Dataset entries:
BEGIN

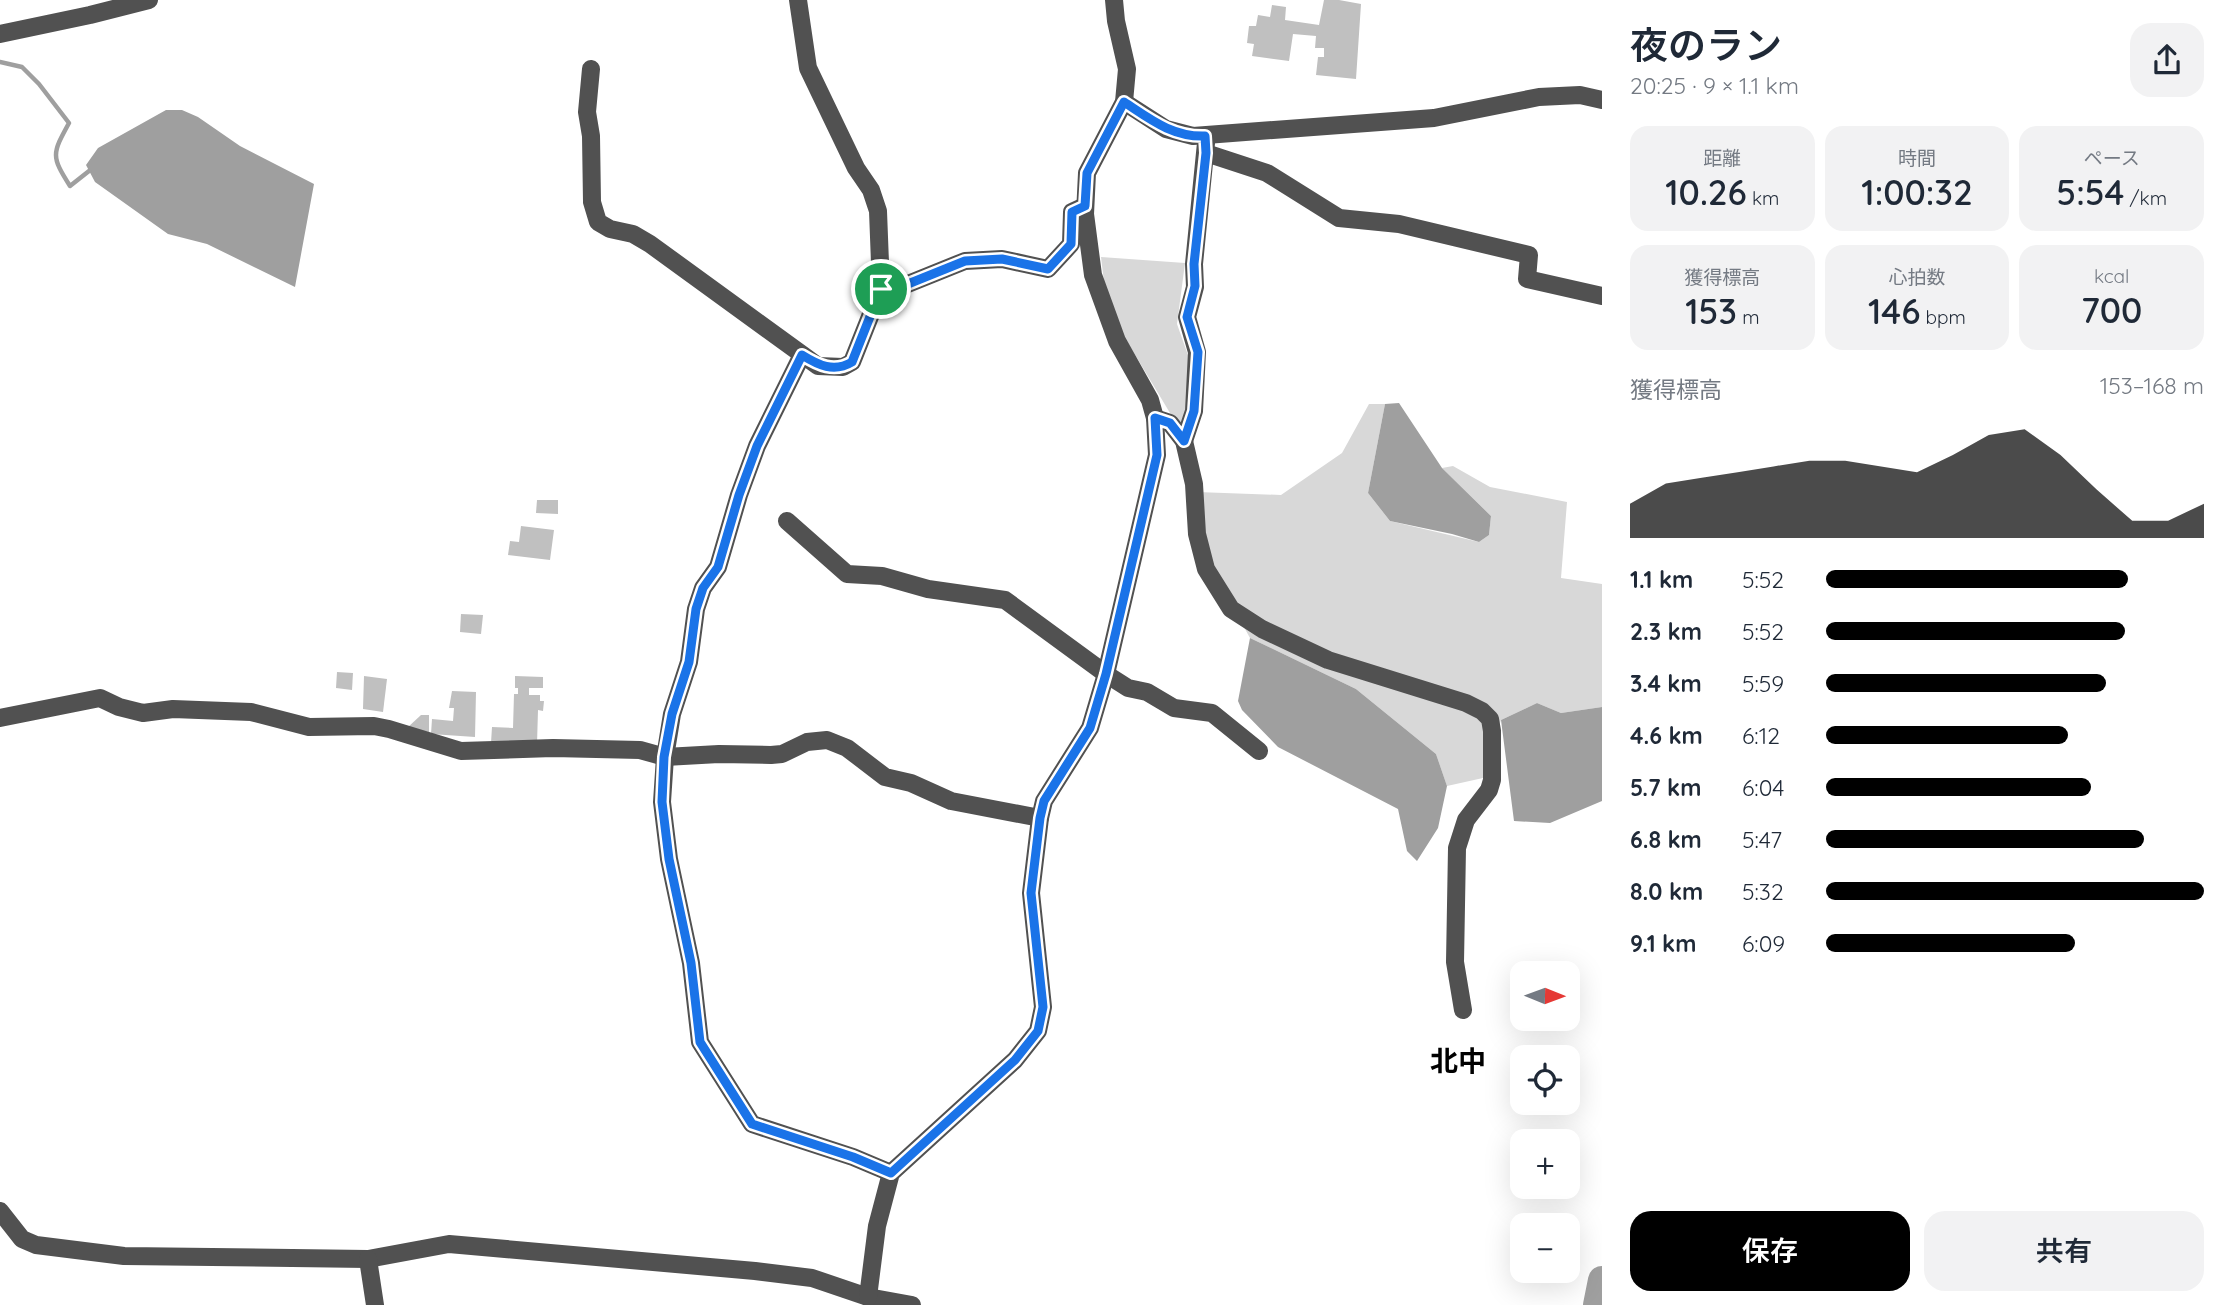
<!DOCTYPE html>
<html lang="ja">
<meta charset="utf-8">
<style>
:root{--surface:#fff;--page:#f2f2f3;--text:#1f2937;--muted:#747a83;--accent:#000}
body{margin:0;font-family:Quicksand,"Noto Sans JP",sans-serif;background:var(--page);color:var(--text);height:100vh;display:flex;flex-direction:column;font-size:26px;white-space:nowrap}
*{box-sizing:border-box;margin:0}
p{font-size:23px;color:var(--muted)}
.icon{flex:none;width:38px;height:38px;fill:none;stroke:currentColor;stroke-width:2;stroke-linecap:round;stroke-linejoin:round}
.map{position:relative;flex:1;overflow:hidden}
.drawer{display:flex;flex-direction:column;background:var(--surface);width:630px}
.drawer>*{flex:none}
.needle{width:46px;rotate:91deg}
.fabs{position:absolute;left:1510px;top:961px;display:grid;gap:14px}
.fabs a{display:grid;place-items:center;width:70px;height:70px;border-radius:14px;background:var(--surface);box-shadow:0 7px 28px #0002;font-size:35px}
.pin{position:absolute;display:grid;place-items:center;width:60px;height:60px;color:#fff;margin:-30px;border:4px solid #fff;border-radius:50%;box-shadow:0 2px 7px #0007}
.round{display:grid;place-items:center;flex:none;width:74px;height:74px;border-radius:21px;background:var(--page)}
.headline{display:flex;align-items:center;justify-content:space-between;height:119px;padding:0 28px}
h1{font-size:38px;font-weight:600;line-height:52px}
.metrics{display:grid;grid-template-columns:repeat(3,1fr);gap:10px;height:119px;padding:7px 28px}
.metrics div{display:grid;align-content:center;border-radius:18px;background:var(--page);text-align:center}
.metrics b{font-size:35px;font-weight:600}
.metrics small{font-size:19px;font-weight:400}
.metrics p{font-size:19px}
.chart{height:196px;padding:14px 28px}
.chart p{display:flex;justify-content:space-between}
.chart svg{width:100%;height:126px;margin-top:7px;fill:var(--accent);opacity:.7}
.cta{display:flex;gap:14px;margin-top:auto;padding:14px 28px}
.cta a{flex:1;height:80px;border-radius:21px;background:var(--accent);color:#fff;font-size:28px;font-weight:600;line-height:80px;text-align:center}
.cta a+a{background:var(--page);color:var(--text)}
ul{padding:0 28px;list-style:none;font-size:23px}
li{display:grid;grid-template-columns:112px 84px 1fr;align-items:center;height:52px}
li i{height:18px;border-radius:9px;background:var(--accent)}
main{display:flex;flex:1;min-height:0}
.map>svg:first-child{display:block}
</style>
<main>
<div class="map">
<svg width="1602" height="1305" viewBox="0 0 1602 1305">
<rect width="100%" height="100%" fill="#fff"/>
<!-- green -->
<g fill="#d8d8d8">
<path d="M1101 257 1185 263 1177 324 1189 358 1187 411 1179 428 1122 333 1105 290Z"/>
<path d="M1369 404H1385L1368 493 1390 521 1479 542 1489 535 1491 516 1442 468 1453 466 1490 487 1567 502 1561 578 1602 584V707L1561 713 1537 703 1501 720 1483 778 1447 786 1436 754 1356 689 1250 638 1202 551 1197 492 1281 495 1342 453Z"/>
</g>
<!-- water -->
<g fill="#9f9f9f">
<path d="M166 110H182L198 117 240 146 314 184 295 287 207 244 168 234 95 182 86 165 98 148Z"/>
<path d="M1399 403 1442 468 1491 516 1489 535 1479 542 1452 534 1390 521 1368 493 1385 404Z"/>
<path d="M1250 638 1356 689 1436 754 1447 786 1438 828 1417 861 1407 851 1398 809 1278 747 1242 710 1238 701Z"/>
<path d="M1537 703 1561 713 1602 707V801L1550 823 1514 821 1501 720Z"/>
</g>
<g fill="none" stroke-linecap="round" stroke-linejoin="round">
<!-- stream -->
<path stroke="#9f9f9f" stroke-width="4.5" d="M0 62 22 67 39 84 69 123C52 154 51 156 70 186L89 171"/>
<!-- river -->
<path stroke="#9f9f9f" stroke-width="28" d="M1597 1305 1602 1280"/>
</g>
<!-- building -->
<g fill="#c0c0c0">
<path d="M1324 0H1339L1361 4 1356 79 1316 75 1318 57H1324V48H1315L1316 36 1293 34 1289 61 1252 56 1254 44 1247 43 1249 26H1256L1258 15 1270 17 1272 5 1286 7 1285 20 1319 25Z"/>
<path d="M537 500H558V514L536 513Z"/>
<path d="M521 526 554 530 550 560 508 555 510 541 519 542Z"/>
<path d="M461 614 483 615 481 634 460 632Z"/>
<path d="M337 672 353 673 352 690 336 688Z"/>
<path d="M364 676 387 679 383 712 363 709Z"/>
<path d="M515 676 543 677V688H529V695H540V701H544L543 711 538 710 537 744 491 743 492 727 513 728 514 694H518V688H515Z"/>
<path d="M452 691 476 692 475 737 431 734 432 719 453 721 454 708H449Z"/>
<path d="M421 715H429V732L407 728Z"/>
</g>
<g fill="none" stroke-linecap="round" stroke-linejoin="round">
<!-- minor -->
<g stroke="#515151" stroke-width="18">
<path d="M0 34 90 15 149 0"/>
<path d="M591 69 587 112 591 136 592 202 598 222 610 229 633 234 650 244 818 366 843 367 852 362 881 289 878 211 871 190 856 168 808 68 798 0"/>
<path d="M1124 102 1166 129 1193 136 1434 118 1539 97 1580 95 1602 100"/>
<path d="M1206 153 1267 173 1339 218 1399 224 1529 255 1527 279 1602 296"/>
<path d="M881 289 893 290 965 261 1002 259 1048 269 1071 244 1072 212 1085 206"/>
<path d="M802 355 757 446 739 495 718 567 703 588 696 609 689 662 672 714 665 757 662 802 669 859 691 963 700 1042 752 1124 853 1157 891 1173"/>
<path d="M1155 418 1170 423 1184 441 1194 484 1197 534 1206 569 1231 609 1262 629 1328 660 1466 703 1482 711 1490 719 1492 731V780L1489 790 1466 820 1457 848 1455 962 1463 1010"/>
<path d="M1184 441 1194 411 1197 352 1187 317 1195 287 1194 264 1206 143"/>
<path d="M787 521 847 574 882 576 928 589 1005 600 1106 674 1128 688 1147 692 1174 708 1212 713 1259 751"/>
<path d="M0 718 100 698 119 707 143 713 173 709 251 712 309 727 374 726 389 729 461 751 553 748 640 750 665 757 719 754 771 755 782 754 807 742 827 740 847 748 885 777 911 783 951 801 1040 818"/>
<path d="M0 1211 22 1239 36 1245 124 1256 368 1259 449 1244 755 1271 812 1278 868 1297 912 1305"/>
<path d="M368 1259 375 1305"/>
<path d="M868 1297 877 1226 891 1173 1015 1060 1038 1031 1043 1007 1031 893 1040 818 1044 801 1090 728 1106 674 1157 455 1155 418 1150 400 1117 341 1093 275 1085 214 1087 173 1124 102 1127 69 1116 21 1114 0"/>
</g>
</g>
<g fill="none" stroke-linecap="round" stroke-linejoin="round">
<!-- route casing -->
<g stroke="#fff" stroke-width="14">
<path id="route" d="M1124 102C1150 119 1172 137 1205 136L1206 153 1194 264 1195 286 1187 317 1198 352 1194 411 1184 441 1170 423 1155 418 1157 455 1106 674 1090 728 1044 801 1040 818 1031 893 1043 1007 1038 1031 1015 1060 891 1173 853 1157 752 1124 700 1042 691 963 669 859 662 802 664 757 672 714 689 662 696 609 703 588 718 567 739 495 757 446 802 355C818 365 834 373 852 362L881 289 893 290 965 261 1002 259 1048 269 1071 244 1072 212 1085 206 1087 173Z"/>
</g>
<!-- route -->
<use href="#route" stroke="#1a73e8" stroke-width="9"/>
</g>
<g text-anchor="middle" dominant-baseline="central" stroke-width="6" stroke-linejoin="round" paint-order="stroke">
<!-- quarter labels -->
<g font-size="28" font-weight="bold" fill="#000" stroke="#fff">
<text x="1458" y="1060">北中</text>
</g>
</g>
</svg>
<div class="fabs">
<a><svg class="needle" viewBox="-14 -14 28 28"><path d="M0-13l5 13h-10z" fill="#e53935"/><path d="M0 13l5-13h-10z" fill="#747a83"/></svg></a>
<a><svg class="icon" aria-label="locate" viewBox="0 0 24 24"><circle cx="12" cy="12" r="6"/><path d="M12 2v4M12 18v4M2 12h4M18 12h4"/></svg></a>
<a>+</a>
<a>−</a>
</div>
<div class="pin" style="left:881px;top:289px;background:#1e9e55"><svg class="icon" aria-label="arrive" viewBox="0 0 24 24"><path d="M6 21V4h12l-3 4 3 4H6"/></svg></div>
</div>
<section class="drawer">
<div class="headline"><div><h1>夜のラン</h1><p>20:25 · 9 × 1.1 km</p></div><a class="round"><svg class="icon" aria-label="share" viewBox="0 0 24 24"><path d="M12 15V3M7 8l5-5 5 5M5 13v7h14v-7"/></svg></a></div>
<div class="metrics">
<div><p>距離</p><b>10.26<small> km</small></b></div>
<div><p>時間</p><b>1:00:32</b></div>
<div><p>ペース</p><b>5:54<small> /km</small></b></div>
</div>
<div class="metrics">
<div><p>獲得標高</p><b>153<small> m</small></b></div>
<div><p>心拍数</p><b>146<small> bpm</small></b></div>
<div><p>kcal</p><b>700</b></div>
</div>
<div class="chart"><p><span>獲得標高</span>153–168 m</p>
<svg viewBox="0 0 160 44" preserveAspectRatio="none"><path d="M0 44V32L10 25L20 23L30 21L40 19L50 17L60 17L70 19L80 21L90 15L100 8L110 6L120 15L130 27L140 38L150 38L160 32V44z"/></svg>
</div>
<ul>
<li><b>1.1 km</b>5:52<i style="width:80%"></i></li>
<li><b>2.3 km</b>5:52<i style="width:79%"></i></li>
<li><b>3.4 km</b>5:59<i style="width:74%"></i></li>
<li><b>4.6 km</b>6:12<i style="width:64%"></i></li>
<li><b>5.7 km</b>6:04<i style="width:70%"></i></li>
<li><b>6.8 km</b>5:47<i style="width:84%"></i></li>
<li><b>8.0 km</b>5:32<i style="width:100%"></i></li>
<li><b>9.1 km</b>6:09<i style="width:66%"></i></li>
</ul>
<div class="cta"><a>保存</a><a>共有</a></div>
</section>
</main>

END

◆ TASK DIRECTIONS:
In how many lines of the records does the word "needle" occur? Reply with the number only.

◆ RESPONSE BOX:
2